Sexual harassment in the workplace exists on a spectrum. It can range from unwelcome comments of a sexual nature to sexual assault. Discipline is determined by where the sexual harassment falls on that spectrum. While sexual harassment in the workplace has long been prohibited by the courts and occupational health and safety regulations, adjudicators have begun to account for social context. In other words, misconduct that may have garnered a “slap on the wrist” a few years ago is treated more seriously by courts and tribunals.

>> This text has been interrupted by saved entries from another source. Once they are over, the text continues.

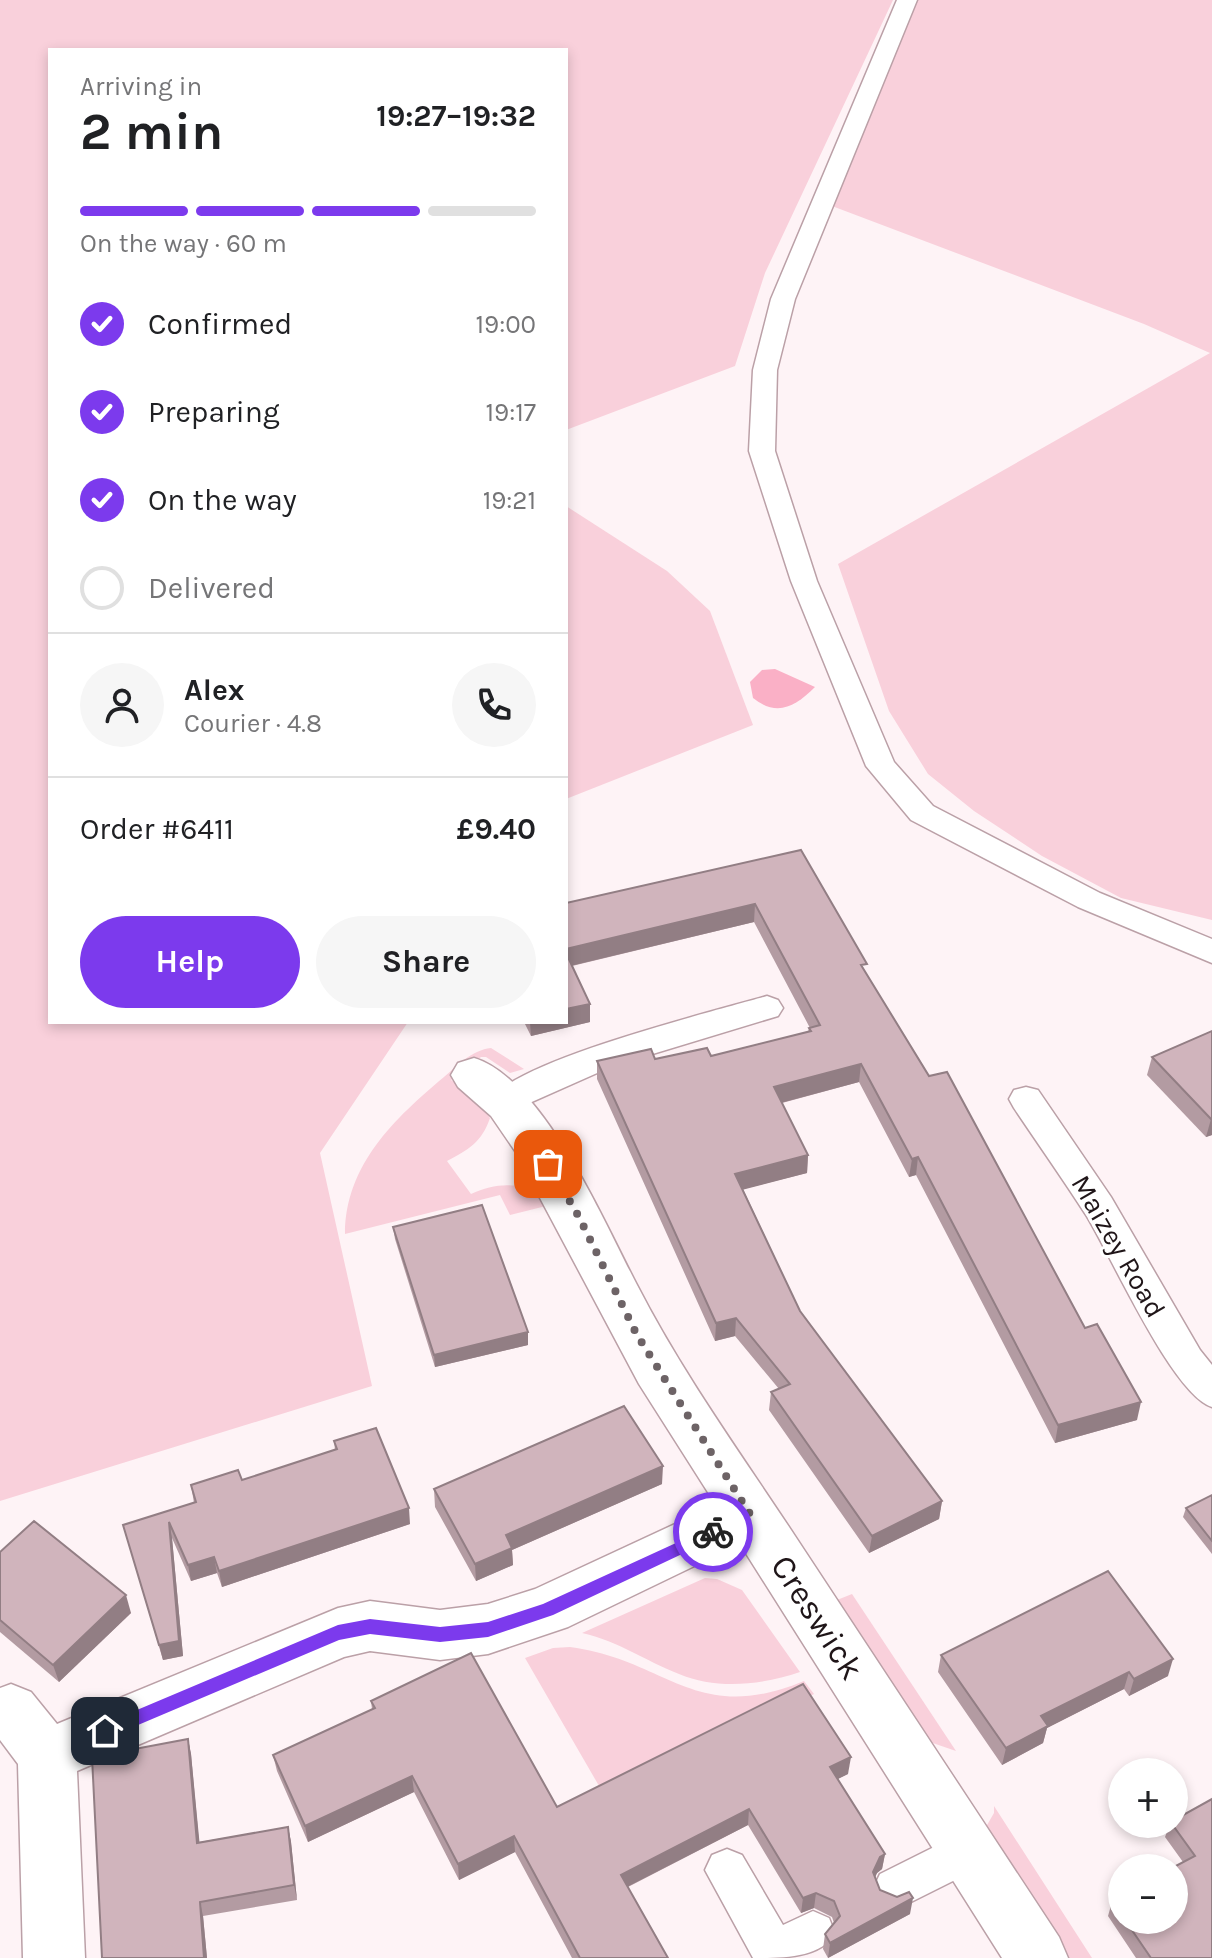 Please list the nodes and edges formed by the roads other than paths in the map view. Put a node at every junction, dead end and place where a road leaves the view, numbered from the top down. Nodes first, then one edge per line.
1 (907, 0) edge
2 (1212, 952) edge
3 (767, 1008) dead end
4 (491, 1088) joint
5 (1026, 1099) dead end
6 (1212, 1392) edge
7 (750, 1514) junction
8 (11, 1710) dead end
9 (47, 1756) junction
10 (968, 1851) junction
11 (727, 1870) dead end
12 (895, 1889) dead end
13 (813, 1933) dead end
14 (54, 1958) edge
15 (1037, 1958) edge

1 - 2 lane
3 - 4 lane
4 - 7 street, Creswick
5 - 6 lane, Maizey Road
7 - 9 street
7 - 10 street, Creswick
8 - 9 street
9 - 14 street
10 - 12 lane
10 - 15 street, Creswick
11 - 13 lane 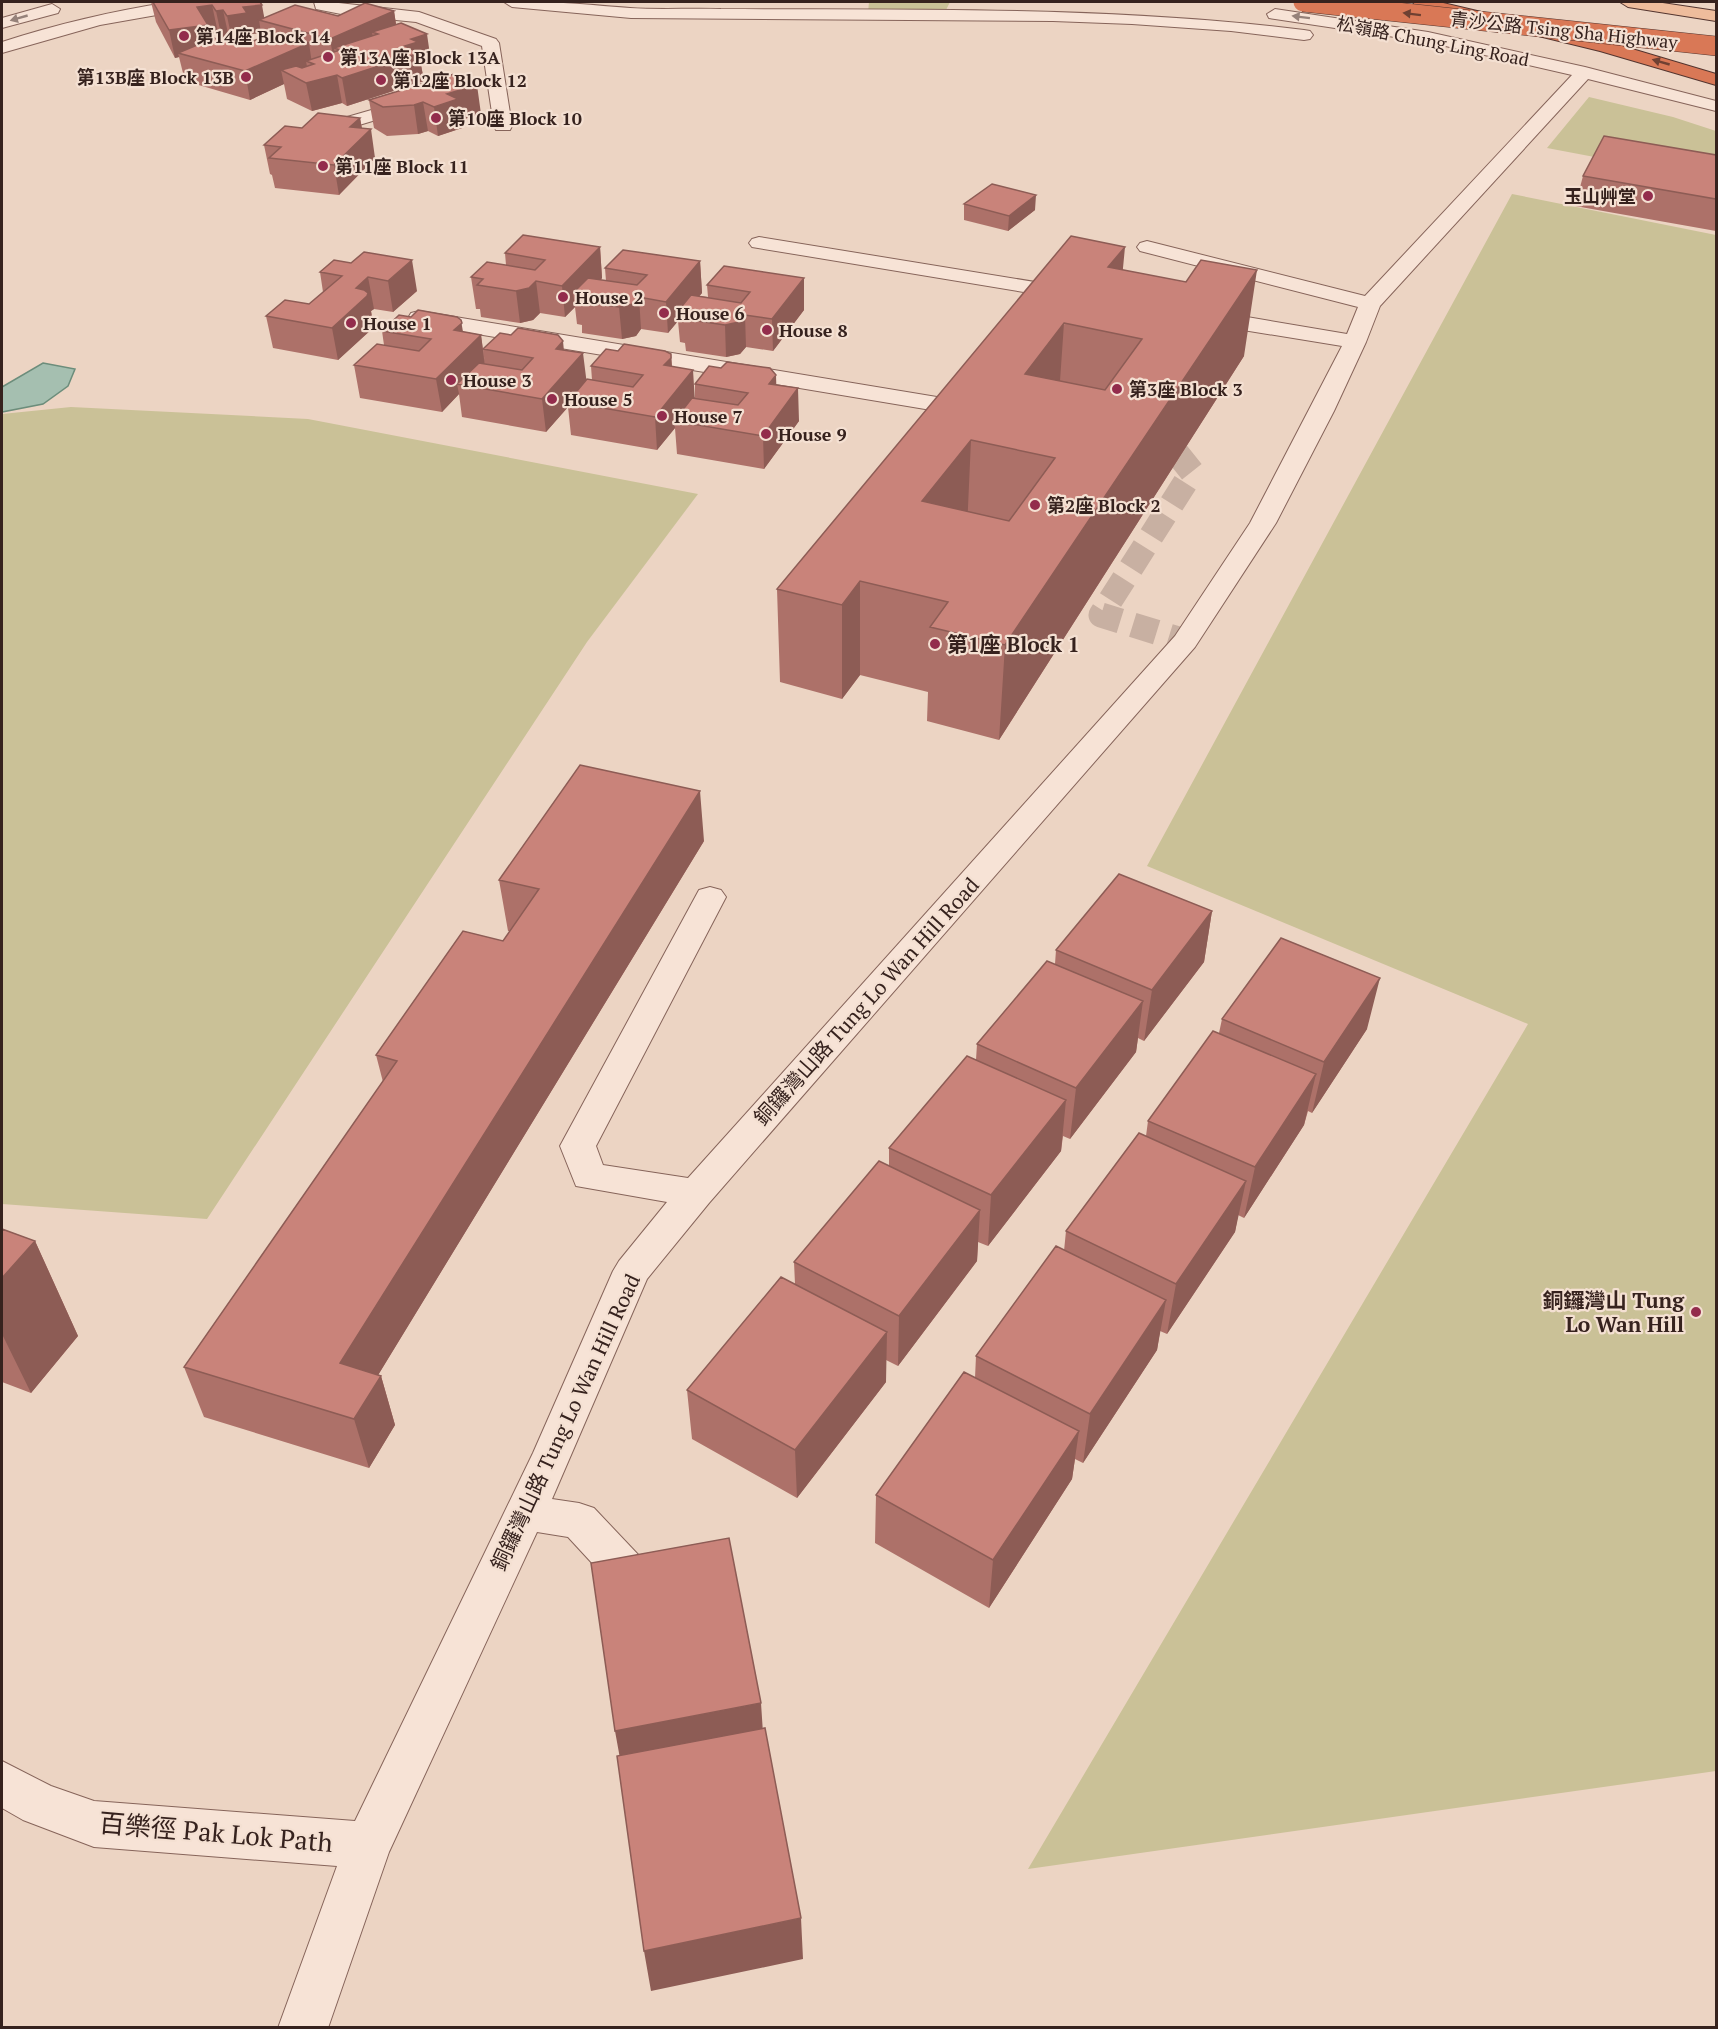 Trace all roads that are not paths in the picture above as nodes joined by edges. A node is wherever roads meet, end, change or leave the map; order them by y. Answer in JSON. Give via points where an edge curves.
{"nodes":[{"id":1,"x":202,"y":2,"type":"edge"},
{"id":2,"x":322,"y":2,"type":"edge"},
{"id":3,"x":512,"y":2,"type":"edge"},
{"id":4,"x":1304,"y":2,"type":"edge"},
{"id":5,"x":1421,"y":2,"type":"edge"},
{"id":6,"x":1628,"y":2,"type":"edge"},
{"id":7,"x":66,"y":4,"type":"dead end"},
{"id":8,"x":1253,"y":11,"type":"dead end"},
{"id":9,"x":1544,"y":11,"type":"dead end"},
{"id":10,"x":1716,"y":16,"type":"edge"},
{"id":11,"x":2,"y":23,"type":"edge"},
{"id":12,"x":1304,"y":36,"type":"dead end"},
{"id":13,"x":1716,"y":46,"type":"edge"},
{"id":14,"x":2,"y":48,"type":"edge"},
{"id":15,"x":1716,"y":57,"type":"edge"},
{"id":16,"x":1585,"y":72,"type":"junction"},
{"id":17,"x":495,"y":78,"type":"junction"},
{"id":18,"x":1716,"y":80,"type":"edge"},
{"id":19,"x":473,"y":84,"type":"edge"},
{"id":20,"x":429,"y":98,"type":"edge"},
{"id":21,"x":1716,"y":106,"type":"edge"},
{"id":22,"x":502,"y":126,"type":"dead end"},
{"id":23,"x":297,"y":138,"type":"edge"},
{"id":24,"x":759,"y":243,"type":"dead end"},
{"id":25,"x":1147,"y":247,"type":"dead end"},
{"id":26,"x":1092,"y":297,"type":"edge"},
{"id":27,"x":1370,"y":303,"type":"junction"},
{"id":28,"x":1184,"y":313,"type":"edge"},
{"id":29,"x":411,"y":317,"type":"edge"},
{"id":30,"x":1355,"y":342,"type":"junction"},
{"id":31,"x":967,"y":409,"type":"edge"},
{"id":32,"x":710,"y":897,"type":"dead end"},
{"id":33,"x":696,"y":1193,"type":"junction"},
{"id":34,"x":524,"y":1512,"type":"junction"},
{"id":35,"x":631,"y":1576,"type":"edge"},
{"id":36,"x":2,"y":1783,"type":"edge"},
{"id":37,"x":368,"y":1845,"type":"junction"},
{"id":38,"x":303,"y":2028,"type":"edge"}],
"edges":[{"from":1,"to":14,"type":"street","via":[[99,19]]},
{"from":2,"to":17,"type":"street","via":[[346,10],[418,17],[490,43]]},
{"from":3,"to":12,"type":"street","via":[[631,13],[1132,19]]},
{"from":13,"to":4,"type":"highway","name":"青沙公路 Tsing Sha Highway","one_way":true,"bridge":true},
{"from":18,"to":5,"type":"highway","one_way":true,"bridge":true,"via":[[1606,47]]},
{"from":6,"to":10,"type":"main road"},
{"from":7,"to":11,"type":"street","one_way":true},
{"from":16,"to":8,"type":"street","name":"松嶺路 Chung Ling Road","one_way":true,"via":[[1428,37]]},
{"from":9,"to":15,"type":"highway","bridge":true},
{"from":16,"to":21,"type":"street","name":"松嶺路 Chung Ling Road"},
{"from":16,"to":27,"type":"street","name":"銅鑼灣山路 Tung Lo Wan Hill Road"},
{"from":17,"to":19,"type":"street"},
{"from":17,"to":22,"type":"street"},
{"from":20,"to":23,"type":"street"},
{"from":24,"to":26,"type":"street"},
{"from":25,"to":27,"type":"street"},
{"from":27,"to":30,"type":"street","name":"銅鑼灣山路 Tung Lo Wan Hill Road"},
{"from":28,"to":30,"type":"street"},
{"from":29,"to":31,"type":"street"},
{"from":30,"to":33,"type":"street","name":"銅鑼灣山路 Tung Lo Wan Hill Road","via":[[1263,523],[1185,641]]},
{"from":32,"to":33,"type":"street","via":[[578,1146],[589,1176]]},
{"from":33,"to":34,"type":"street","name":"銅鑼灣山路 Tung Lo Wan Hill Road","via":[[632,1270]]},
{"from":34,"to":35,"type":"street","via":[[579,1521]]},
{"from":34,"to":37,"type":"street","name":"銅鑼灣山路 Tung Lo Wan Hill Road"},
{"from":36,"to":37,"type":"street","name":"百樂徑 Pak Lok Path","via":[[39,1804],[94,1824]]},
{"from":37,"to":38,"type":"street","name":"銅鑼灣山路 Tung Lo Wan Hill Road"}]} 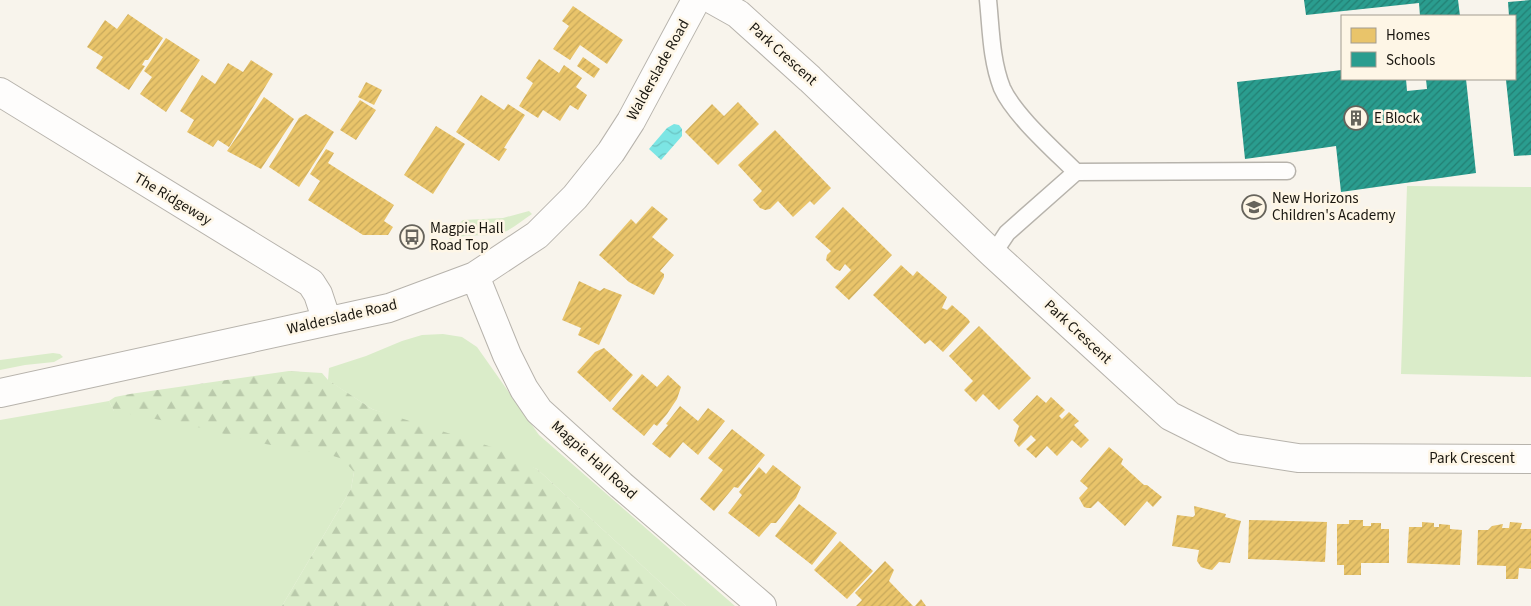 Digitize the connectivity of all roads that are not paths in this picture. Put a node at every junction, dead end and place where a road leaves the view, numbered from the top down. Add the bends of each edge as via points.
1 (696, 0) edge
2 (713, 0) edge
3 (988, 0) edge
4 (0, 92) edge
5 (1076, 172) junction
6 (1287, 172) dead end
7 (993, 254) junction
8 (475, 276) junction
9 (327, 321) junction
10 (0, 392) edge
11 (1531, 459) edge
12 (762, 606) edge

1 - 8 street, Walderslade Road via 612,152 575,197 537,234
2 - 7 street, Park Crescent via 738,14 810,79
3 - 5 lane via 997,70 1003,89 1011,104
4 - 9 street, The Ridgeway via 311,283
5 - 6 lane
5 - 7 lane via 1008,233
7 - 11 street, Park Crescent via 1170,416 1234,448 1298,458
8 - 9 street, Walderslade Road via 389,308
8 - 12 street, Magpie Hall Road via 507,355 539,411
9 - 10 street, Walderslade Road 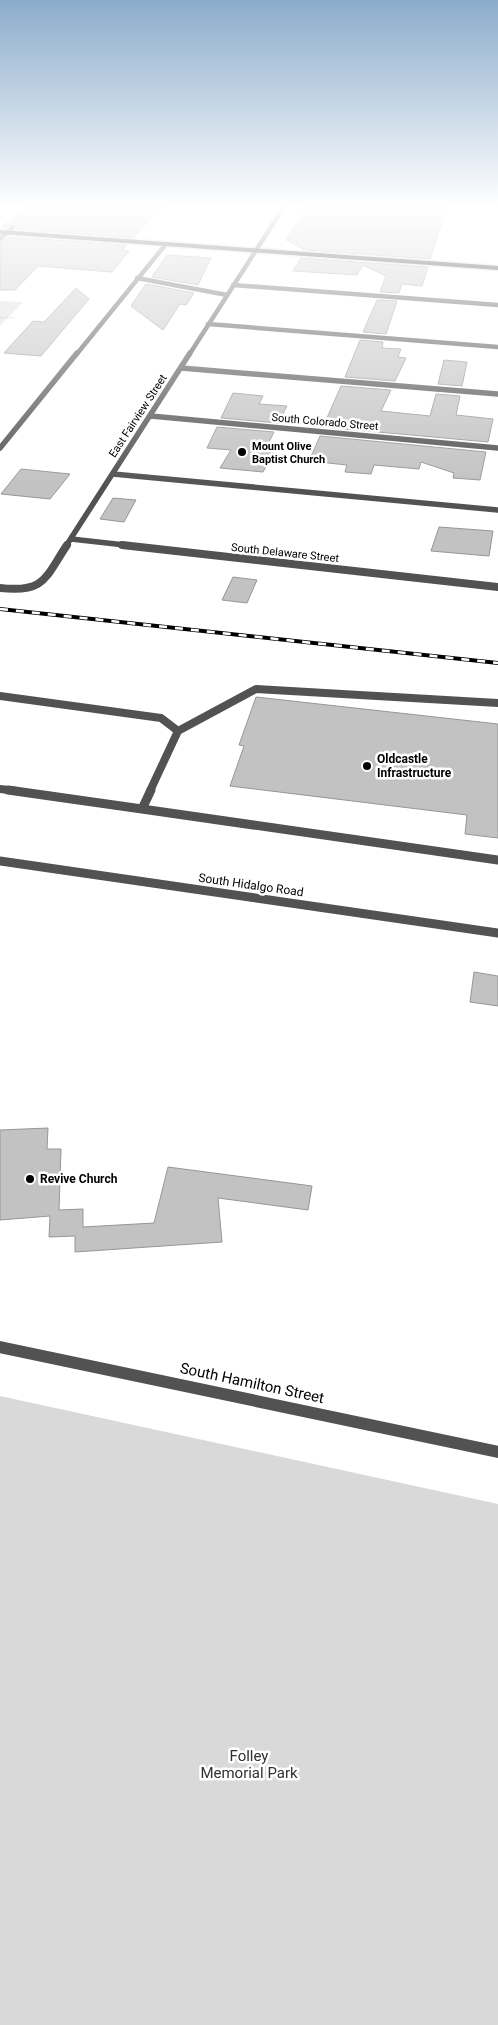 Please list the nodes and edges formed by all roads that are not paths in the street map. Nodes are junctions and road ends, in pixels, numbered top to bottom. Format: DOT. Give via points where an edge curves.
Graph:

This shift is illustrated in the Alberta Court of Appeal’s decision in Calgary (City) v. Canadian Union of Public Employees Local 37, [2019] A.J. No. 1369. There, a male employee grabbed and squeezed a female employee’s breast. The City of Calgary terminated the harasser’s employment. The union grieved and an arbitrator found that the employee’s actions, while serious, did not warrant termination of employment. A nine-month suspension was substituted in place of termination. In reaching this conclusion, the arbitrator considered the action to be at the lower end of the sexual harassment spectrum because:
- it was a single incident;
- the complainant did not appear to be traumatized in any significant way;
- there was no evidence that this was anything but an impulsive, ill-thought out, isolated incident; and
- there was no evidence of any persistent conduct that would be properly considered as creating a hostile or unsafe environment.
The City of Calgary appealed the decision. The Alberta Court of Appeal overturned the arbitrator’s decision, noting that “[a]rbitrators must consider whether time and changing social values reveal precedents to be based on faulty assumptions about acceptable sexual conduct in the workplace.” Social context must be taken into account when assessing the appropriate level of discipline. There is a greater understanding of both the prevalence and impact of sexual harassment in the workplace. The court expressed concern that the arbitrator referred to the misconduct as “sexual annoyance” – not sexual assault – notwithstanding that the misconduct involved purposely grabbing a fellow employee’s breast without consent. In a forceful ruling, the Court appears to adopt a zero-tolerance policy for sexual assault in the workplace:
“There is absolutely no place in the workplace for touching, rubbing, forced kissing, fondling or any other physical contact of a sexual nature where one party does not consent. It is objectively clear that sexual assault is wrong and acknowledging that sexual assault is serious misconduct sends a strong message to all employees about societal values and acceptable workplace behaviour.”
Sexual harassment has never been permitted in the modern workplace. However, it has and does occur. The above decision exemplifies how society’s increased understanding of the impact and prevalence of sexual harassment has filtered into the judicial system.